Seladelpar’s favorable pharmacokinetic profile also improves its clinical usability. With a short half-life (about 6 hours) and minimal variability between individuals, once-daily dosing is both effective and convenient¹⁴ Additionally, the lack of a food effect on absorption offers flexibility in administration timing, potentially increasing adherence, particularly among elderly patients or those with complex medication schedules.

Pharmacokinetics

The pharmacokinetic profile of Seladelpar shows favorable features for clinical application. The main parameters related to its absorption, distribution, metabolism, and excretion are listed in Table 2.

Table 2: Pharmacokinetics of Seladelpar

Metabolism

Seladelpar undergoes hepatic metabolism primarily via cytochrome P450 enzymes. The major metabolites, involved enzymes, and their pharmacokinetic characteristics are listed in Table 3.

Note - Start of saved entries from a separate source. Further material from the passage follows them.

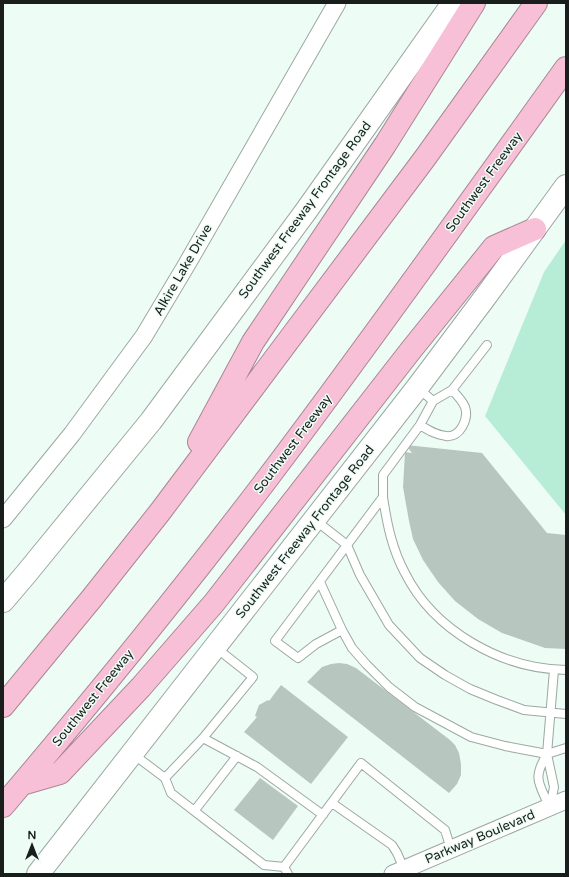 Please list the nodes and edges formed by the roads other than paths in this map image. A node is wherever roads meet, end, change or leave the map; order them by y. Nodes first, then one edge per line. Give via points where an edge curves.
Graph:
1 (337, 3) edge
2 (453, 3) edge
3 (474, 3) edge
4 (536, 3) edge
5 (566, 68) edge
6 (566, 186) edge
7 (535, 229) junction
8 (487, 345) dead end
9 (452, 390) junction
10 (425, 394) junction
11 (420, 425) junction
12 (383, 497) junction
13 (160, 512) junction
14 (3, 519) edge
15 (315, 519) junction
16 (347, 545) junction
17 (320, 582) junction
18 (3, 601) edge
19 (342, 630) junction
20 (215, 647) junction
21 (554, 670) junction
22 (566, 670) edge
23 (3, 706) edge
24 (551, 713) junction
25 (566, 714) edge
26 (203, 738) junction
27 (566, 748) edge
28 (133, 753) junction
29 (547, 754) junction
30 (237, 756) junction
31 (165, 778) junction
32 (22, 784) junction
33 (566, 800) edge
34 (332, 802) junction
35 (3, 806) edge
36 (550, 808) junction
37 (195, 810) junction
38 (323, 815) junction
39 (451, 849) junction
40 (286, 871) edge
41 (398, 872) edge
42 (38, 874) edge

1 - 14 street, Alkire Lake Drive via 144,336 72,434
2 - 18 main road, Southwest Freeway Frontage Road via 306,212 151,421
3 - 13 highway via 385,145 253,342
4 - 13 highway via 425,158
5 - 32 highway, Southwest Freeway via 267,479 134,648
6 - 7 main road, Southwest Freeway Frontage Road
7 - 10 main road, Southwest Freeway Frontage Road
7 - 32 highway via 494,247 214,603 141,687 60,773
8 - 9 lane
9 - 10 lane
9 - 11 lane via 462,400 465,409 464,425 453,435 446,436
10 - 11 lane
10 - 15 main road, Southwest Freeway Frontage Road
11 - 12 lane via 383,474
12 - 16 lane
12 - 21 lane via 388,529 404,572 429,607 451,628 473,643 518,663
13 - 23 highway
15 - 16 lane
15 - 20 main road, Southwest Freeway Frontage Road
16 - 17 lane
16 - 24 lane via 360,575 389,625 420,658 470,689 524,710
17 - 19 lane
17 - 19 lane via 275,641 298,658 316,644
19 - 29 lane via 352,648 366,664 389,687 415,707 471,736
20 - 26 lane via 253,677
20 - 28 main road, Southwest Freeway Frontage Road
21 - 22 lane
21 - 24 lane
24 - 25 lane
24 - 29 lane
26 - 30 lane
26 - 31 lane
27 - 29 lane
28 - 31 lane
28 - 42 main road, Southwest Freeway Frontage Road
29 - 36 lane via 554,787
29 - 36 lane via 540,766 538,782
30 - 37 lane
30 - 38 lane via 257,767
31 - 37 lane via 171,793
32 - 35 highway, Southwest Freeway
33 - 36 street, Parkway Boulevard
34 - 38 lane
34 - 39 lane via 361,763 445,830
34 - 41 lane via 392,845 397,853
36 - 39 street, Parkway Boulevard
37 - 40 lane via 264,864
38 - 40 lane
39 - 41 street, Parkway Boulevard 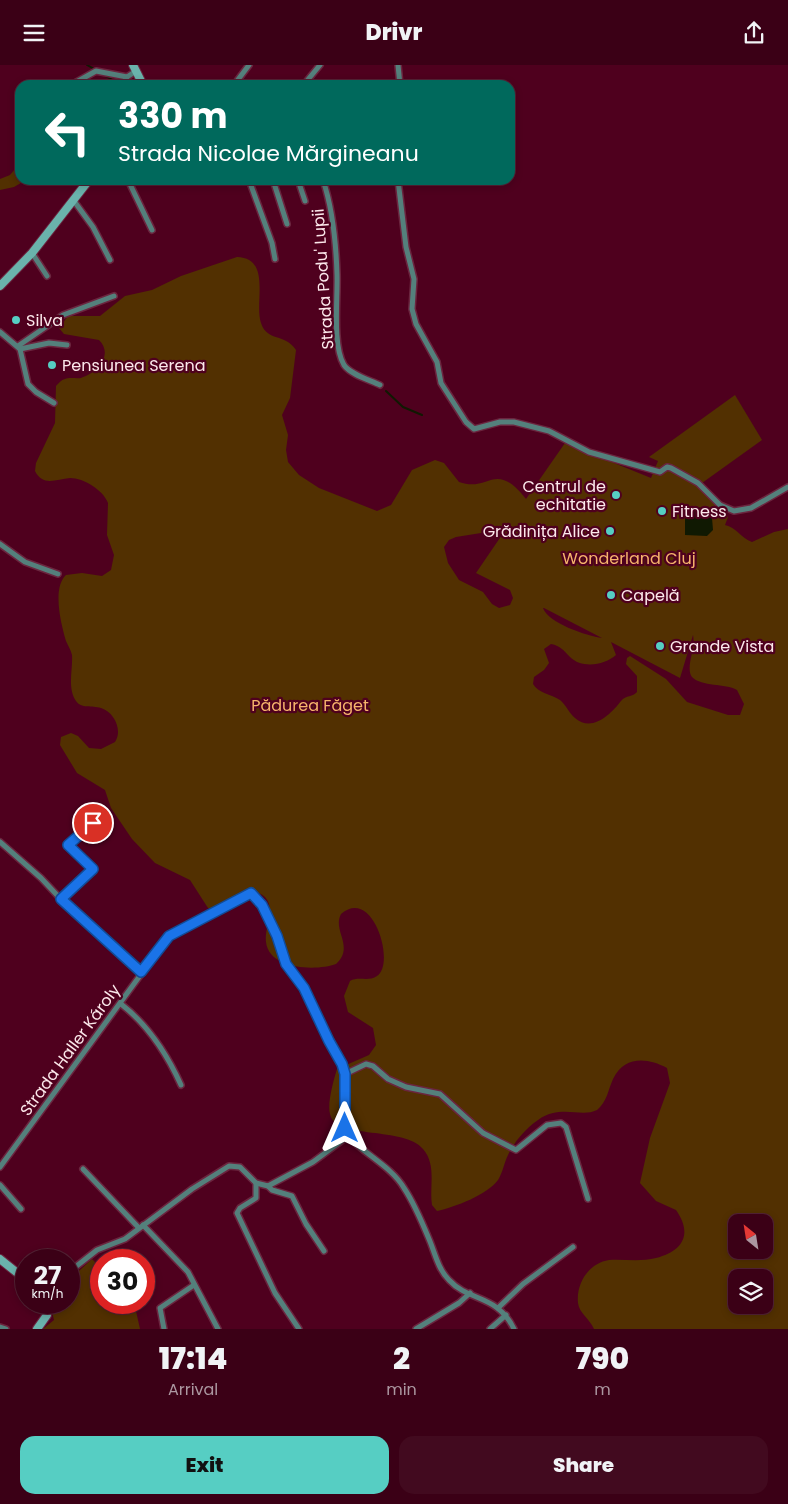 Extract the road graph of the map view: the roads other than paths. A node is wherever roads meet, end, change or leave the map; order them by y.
1 (249, 65) edge
2 (320, 65) edge
3 (398, 65) edge
4 (135, 68) edge
5 (127, 77) junction
6 (80, 80) edge
7 (125, 80) edge
8 (141, 80) edge
9 (238, 80) edge
10 (308, 80) edge
11 (400, 80) edge
12 (85, 185) edge
13 (130, 185) edge
14 (251, 185) edge
15 (275, 185) edge
16 (300, 185) edge
17 (325, 185) edge
18 (399, 185) edge
19 (74, 201) junction
20 (305, 201) dead end
21 (287, 224) dead end
22 (152, 230) dead end
23 (32, 253) junction
24 (274, 259) dead end
25 (110, 260) dead end
26 (47, 276) dead end
27 (0, 286) edge
28 (114, 296) dead end
29 (0, 332) edge
30 (67, 345) dead end
31 (19, 347) junction
32 (380, 385) dead end
33 (54, 403) dead end
34 (788, 487) edge
35 (0, 544) edge
36 (58, 574) dead end
37 (93, 823) dead end
38 (0, 842) edge
39 (61, 899) junction
40 (141, 972) junction
41 (121, 1004) junction
42 (345, 1074) junction
43 (181, 1085) dead end
44 (348, 1136) junction
45 (0, 1167) edge
46 (83, 1169) dead end
47 (256, 1183) junction
48 (0, 1185) edge
49 (268, 1186) junction
50 (588, 1199) dead end
51 (21, 1209) dead end
52 (141, 1226) junction
53 (573, 1247) dead end
54 (324, 1251) dead end
55 (0, 1259) edge
56 (80, 1263) edge
57 (15, 1271) edge
58 (194, 1285) junction
59 (470, 1293) junction
60 (498, 1308) junction
61 (47, 1314) edge
62 (506, 1315) junction
63 (0, 1327) edge
64 (6, 1329) edge
65 (37, 1329) edge
66 (164, 1329) edge
67 (218, 1329) edge
68 (299, 1329) edge
69 (416, 1329) edge
70 (490, 1329) edge
71 (514, 1329) edge

1 - 9 street
2 - 10 street
3 - 11 street
4 - 5 street
4 - 8 main road
5 - 6 street
5 - 7 street
12 - 19 main road
13 - 22 street
14 - 24 street
15 - 21 street
16 - 20 street
17 - 32 street, Strada Podu' Lupii
18 - 34 street
19 - 23 main road
19 - 25 street
23 - 26 street
23 - 27 main road
28 - 31 street
29 - 31 street
30 - 31 street
31 - 33 street
35 - 36 street
37 - 39 street
38 - 39 street
39 - 40 street
40 - 41 street, Strada Haller Károly
40 - 42 street, Strada Haller Károly
41 - 43 street
41 - 45 street, Strada Haller Károly
42 - 44 street
42 - 50 street
44 - 49 street
44 - 59 street
46 - 52 street
47 - 49 street
47 - 52 street
47 - 68 street
48 - 51 street
49 - 54 street
52 - 56 street
52 - 58 street
53 - 60 street
55 - 57 main road
58 - 66 street
58 - 67 street
59 - 60 street
59 - 69 street
60 - 62 street
61 - 65 main road
62 - 70 street
62 - 71 street
63 - 64 street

Table 3: Seladelpar Metabolism and Metabolites

Pharmocodynamics

Seladelpar exerts its therapeutic effects in PBC by modulating bile acid metabolism. Fig 2 outlines its mechanism of action and the resulting clinical outcomes.^14,15,18

Figure 2: Pharmacodynamics of Seladelpar  Click here to View Figure

Source: U.S. Food and Drug Administration. LIVDELZI (seladelpar) prescribing information, 2024. Accessed May 30, 2025. FDA.gov and Kouno et al., J Biol Chem, 2022;298(7):102094.

Pharmacoecomic Impact

From a health economics perspective, seladelpar’s dual benefits—biochemical normalization and reduction in pruritus—along with its additional effects on fatigue and sleep, lead to tangible improvements in patient quality of life (QoL) and may reduce healthcare resource use. Quantifiable quality-of-life assessments like SF-36 and CLDQ have consistently shown improvement in patients taking seladelpar, with the most significant gains seen in mental health, vitality, and body pain domains [24]. When these benefits are projected over a patient’s lifetime, they can alleviate the burden on healthcare systems by decreasing hospitalizations and delaying the need for liver transplants.

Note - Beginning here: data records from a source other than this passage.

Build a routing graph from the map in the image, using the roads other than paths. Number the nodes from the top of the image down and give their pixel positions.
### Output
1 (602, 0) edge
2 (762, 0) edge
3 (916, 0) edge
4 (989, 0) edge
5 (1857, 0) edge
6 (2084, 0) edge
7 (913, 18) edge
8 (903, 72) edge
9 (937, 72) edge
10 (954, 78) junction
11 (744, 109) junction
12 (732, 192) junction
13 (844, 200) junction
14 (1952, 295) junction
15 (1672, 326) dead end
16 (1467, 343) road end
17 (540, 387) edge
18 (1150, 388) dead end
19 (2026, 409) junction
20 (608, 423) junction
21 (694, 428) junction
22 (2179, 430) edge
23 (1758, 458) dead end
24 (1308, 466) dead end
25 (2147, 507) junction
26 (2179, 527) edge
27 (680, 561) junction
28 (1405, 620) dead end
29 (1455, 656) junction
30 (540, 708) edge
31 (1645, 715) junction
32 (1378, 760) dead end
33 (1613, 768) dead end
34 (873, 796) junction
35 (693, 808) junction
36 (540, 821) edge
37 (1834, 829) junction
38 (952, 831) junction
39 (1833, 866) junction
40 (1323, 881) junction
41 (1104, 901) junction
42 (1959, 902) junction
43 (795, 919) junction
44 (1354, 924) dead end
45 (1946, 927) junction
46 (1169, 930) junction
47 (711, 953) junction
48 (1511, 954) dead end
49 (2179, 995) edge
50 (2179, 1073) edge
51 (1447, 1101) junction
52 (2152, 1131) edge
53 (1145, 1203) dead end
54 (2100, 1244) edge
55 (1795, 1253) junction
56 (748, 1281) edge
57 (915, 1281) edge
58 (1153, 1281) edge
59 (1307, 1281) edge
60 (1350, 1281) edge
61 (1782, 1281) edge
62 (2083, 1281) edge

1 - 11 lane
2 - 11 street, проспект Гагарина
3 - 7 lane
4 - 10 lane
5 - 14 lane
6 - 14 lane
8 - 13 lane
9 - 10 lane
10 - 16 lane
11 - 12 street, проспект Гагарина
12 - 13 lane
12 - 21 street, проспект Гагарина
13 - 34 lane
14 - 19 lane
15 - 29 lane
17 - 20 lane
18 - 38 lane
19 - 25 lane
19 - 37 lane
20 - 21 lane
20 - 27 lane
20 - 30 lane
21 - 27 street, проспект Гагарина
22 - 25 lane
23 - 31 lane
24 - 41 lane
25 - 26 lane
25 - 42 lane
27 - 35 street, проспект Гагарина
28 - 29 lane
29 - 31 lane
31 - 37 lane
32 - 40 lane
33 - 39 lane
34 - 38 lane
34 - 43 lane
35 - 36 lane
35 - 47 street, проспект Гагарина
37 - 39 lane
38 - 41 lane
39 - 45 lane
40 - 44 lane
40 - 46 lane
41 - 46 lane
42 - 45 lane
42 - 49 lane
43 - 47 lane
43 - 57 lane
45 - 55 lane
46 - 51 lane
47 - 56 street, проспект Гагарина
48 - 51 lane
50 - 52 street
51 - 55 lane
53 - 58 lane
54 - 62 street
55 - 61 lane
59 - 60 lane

Therapeutic Potential Beyond PBC

Although Seladelpar’s initial focus has been on treating PBC, its mechanism of action suggests it could also be effective for other metabolic and cholestatic liver conditions such as nonalcoholic steatohepatitis (NASH), primary sclerosing cholangitis (PSC), and autoimmune hepatitis. The drug’s ability to enhance mitochondrial function, decrease inflammatory cytokines, and alter lipid metabolism has already demonstrated effectiveness in NASH animal models.¹⁵

Additionally, its role in modulating FGF21 and inhibiting CYP7A1 offers a metabolic advantage, especially in bile acid imbalance disorders and hepatic steatosis. Initial research suggests that seladelpar can enhance insulin sensitivity and reduce hepatic lipid accumulation, making it a promising candidate for combination therapy in metabolic liver diseases.^15,17

Drug Interactions

The exposure to seladelpar may increase when used with OAT3 inhibitors, CYP2C9 inhibitors, CYP3A4 inhibitors, or BCRP inhibitors. The systemic exposure of seladelpar may decrease when co-administered with bile acid sequestrants and rifampin.¹⁴  

Adverse Drug Reactions

In clinical trials, some patients experienced mild transaminase elevations, which resolved either spontaneously or with dose adjustment. The drug’s safety monitoring protocols focus on regular liver function tests to detect any early signs of hepatotoxicity. Importantly, no deaths or life-threatening adverse reactions were directly linked to seladelpar in any trial cohort.^14,19 Headache, nausea, stomach distension, dizziness, and abdominal discomfort are common adverse effects. Serious side effects include bone fractures, changes in liver tests, and worsening hepatic conditions such as ascites, jaundice of the skin or sclera, altered mental status, right upper quadrant abdominal pain, dysarthria, psychosis, melena or hematochezia, and blood expectoration.²³

Warning and Precautions

Fractures occurred in 4% of patients treated with seladelpar.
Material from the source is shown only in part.